Required work:
Everything from the first line of the entries through the line containing "616, 60), SkSamplingOptions());" is to be retyped exactly, and nothing beyond it.

===

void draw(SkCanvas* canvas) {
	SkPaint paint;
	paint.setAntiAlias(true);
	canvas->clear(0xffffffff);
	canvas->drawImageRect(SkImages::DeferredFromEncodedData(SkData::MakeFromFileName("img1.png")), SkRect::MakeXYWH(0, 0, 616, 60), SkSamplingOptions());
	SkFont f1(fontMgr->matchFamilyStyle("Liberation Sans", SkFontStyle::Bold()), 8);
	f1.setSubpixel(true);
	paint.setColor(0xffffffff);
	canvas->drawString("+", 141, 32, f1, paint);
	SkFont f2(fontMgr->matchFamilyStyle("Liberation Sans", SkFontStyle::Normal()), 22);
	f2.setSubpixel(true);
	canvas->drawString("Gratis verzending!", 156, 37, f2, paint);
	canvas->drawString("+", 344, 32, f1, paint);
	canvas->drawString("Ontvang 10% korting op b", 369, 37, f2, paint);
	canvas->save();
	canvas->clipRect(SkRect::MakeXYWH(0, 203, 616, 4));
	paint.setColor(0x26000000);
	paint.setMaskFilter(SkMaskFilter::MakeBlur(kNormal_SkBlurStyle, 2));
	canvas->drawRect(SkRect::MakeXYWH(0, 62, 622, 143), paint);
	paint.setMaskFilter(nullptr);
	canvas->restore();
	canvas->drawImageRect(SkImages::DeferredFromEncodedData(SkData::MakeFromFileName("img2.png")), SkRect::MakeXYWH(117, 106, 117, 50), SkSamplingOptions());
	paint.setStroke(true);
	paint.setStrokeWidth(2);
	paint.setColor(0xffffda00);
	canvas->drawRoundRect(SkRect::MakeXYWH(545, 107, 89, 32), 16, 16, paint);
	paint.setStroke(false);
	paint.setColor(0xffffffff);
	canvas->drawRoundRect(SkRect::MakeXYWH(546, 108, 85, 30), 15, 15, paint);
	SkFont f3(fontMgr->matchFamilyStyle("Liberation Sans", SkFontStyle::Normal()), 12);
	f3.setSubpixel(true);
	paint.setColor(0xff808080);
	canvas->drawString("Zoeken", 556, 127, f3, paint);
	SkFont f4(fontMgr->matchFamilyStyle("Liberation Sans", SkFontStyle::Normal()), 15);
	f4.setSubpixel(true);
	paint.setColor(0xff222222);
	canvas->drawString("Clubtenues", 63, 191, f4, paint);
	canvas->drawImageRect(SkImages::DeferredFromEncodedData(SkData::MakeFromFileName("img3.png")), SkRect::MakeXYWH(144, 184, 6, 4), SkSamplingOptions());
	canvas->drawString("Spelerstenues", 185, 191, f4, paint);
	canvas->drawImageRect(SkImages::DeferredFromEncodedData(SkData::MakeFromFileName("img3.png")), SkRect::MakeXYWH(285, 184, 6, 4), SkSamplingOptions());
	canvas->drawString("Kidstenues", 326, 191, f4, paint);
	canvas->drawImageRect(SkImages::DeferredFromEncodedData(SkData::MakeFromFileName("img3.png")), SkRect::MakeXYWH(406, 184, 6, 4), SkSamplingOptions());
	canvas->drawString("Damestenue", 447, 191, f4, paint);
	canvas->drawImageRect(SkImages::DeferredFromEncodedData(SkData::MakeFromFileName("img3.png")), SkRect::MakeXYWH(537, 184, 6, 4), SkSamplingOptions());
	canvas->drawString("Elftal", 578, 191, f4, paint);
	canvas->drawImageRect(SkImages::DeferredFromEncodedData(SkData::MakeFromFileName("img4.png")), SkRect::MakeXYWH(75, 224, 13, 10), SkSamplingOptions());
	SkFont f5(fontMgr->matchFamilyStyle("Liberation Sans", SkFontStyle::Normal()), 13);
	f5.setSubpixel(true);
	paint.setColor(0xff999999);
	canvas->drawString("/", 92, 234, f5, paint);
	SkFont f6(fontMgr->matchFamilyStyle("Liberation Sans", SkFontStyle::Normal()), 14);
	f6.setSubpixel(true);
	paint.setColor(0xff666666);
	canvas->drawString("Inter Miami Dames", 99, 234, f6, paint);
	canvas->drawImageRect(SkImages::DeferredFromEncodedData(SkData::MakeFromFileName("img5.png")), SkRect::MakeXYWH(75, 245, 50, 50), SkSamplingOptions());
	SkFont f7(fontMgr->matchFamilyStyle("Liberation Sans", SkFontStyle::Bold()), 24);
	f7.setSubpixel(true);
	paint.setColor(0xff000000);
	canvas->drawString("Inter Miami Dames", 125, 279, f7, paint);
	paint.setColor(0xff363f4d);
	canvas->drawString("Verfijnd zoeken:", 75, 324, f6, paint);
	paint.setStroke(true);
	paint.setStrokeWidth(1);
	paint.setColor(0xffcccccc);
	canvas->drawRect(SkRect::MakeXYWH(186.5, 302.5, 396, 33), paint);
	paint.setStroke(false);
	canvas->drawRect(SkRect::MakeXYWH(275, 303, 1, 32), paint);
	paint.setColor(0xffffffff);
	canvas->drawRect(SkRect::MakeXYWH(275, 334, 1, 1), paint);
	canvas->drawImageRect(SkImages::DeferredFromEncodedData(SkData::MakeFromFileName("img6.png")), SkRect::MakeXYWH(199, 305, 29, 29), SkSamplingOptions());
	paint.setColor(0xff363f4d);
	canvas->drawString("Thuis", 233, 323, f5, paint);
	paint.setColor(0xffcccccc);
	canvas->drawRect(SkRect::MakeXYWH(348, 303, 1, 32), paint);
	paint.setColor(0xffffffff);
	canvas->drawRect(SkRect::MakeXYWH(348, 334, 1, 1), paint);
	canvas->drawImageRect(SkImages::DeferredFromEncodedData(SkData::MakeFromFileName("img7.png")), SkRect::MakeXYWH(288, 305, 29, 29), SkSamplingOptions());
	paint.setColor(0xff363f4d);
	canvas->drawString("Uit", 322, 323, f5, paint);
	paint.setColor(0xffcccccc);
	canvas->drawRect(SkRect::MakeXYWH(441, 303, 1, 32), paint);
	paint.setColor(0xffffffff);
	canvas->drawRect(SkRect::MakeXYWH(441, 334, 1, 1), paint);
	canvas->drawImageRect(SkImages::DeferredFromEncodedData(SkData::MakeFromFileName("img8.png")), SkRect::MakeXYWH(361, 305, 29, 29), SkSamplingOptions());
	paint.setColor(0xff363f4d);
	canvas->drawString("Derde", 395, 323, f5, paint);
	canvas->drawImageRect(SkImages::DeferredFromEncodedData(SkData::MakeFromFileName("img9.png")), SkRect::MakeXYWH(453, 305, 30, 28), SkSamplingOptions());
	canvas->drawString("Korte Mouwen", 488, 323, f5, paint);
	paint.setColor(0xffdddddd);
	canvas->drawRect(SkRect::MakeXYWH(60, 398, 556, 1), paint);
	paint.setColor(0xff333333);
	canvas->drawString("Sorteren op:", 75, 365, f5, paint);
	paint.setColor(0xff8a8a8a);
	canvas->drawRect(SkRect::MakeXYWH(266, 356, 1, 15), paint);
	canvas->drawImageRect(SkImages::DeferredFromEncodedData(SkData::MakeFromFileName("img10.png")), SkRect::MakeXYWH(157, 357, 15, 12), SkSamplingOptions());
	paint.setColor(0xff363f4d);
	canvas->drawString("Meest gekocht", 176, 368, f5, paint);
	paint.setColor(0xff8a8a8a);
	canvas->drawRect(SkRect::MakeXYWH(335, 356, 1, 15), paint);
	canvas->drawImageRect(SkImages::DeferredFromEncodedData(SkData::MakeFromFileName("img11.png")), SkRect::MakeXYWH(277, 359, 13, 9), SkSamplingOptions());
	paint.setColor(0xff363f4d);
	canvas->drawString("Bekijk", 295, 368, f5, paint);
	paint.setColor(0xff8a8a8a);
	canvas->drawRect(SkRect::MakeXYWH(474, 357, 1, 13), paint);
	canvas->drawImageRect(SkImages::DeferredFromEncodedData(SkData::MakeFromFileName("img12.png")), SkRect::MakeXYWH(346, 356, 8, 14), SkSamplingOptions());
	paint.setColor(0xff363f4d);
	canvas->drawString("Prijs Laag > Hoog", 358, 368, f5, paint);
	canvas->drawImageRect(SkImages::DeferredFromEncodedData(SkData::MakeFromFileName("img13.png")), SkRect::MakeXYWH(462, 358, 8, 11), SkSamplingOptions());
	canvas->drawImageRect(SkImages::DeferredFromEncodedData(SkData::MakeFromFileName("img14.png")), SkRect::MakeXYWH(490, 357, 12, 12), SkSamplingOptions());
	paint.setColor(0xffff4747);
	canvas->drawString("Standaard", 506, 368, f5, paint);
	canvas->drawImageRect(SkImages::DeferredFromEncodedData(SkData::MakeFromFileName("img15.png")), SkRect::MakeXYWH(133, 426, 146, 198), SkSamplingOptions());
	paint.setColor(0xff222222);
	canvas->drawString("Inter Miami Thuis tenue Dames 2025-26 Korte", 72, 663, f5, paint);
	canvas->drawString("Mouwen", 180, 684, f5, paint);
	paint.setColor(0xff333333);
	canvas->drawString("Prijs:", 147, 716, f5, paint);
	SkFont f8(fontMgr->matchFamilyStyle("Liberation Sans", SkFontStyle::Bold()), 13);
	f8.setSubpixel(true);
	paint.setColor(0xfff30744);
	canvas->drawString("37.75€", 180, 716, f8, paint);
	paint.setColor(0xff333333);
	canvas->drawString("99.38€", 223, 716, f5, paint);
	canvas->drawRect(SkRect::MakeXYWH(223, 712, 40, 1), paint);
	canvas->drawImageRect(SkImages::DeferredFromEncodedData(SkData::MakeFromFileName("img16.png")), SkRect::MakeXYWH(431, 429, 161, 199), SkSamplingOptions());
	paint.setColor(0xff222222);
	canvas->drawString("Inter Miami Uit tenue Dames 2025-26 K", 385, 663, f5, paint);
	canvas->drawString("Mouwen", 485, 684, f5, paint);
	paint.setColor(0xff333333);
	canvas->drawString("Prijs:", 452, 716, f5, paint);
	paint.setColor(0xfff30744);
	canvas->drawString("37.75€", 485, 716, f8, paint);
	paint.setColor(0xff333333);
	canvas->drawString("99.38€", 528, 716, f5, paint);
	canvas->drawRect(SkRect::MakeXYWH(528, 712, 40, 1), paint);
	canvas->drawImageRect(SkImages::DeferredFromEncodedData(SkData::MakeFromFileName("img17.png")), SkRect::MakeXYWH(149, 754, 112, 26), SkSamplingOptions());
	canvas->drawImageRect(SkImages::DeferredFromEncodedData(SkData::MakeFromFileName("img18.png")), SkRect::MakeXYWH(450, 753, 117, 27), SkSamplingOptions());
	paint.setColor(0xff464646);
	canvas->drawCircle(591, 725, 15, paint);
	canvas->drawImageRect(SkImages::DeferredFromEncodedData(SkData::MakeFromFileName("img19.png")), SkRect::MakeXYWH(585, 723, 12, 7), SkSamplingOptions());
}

===

Output of the task:
void draw(SkCanvas* canvas) {
	SkPaint paint;
	paint.setAntiAlias(true);
	canvas->clear(0xffffffff);
	canvas->drawImageRect(SkImages::DeferredFromEncodedData(SkData::MakeFromFileName("img1.png")), SkRect::MakeXYWH(0, 0, 616, 60), SkSamplingOptions());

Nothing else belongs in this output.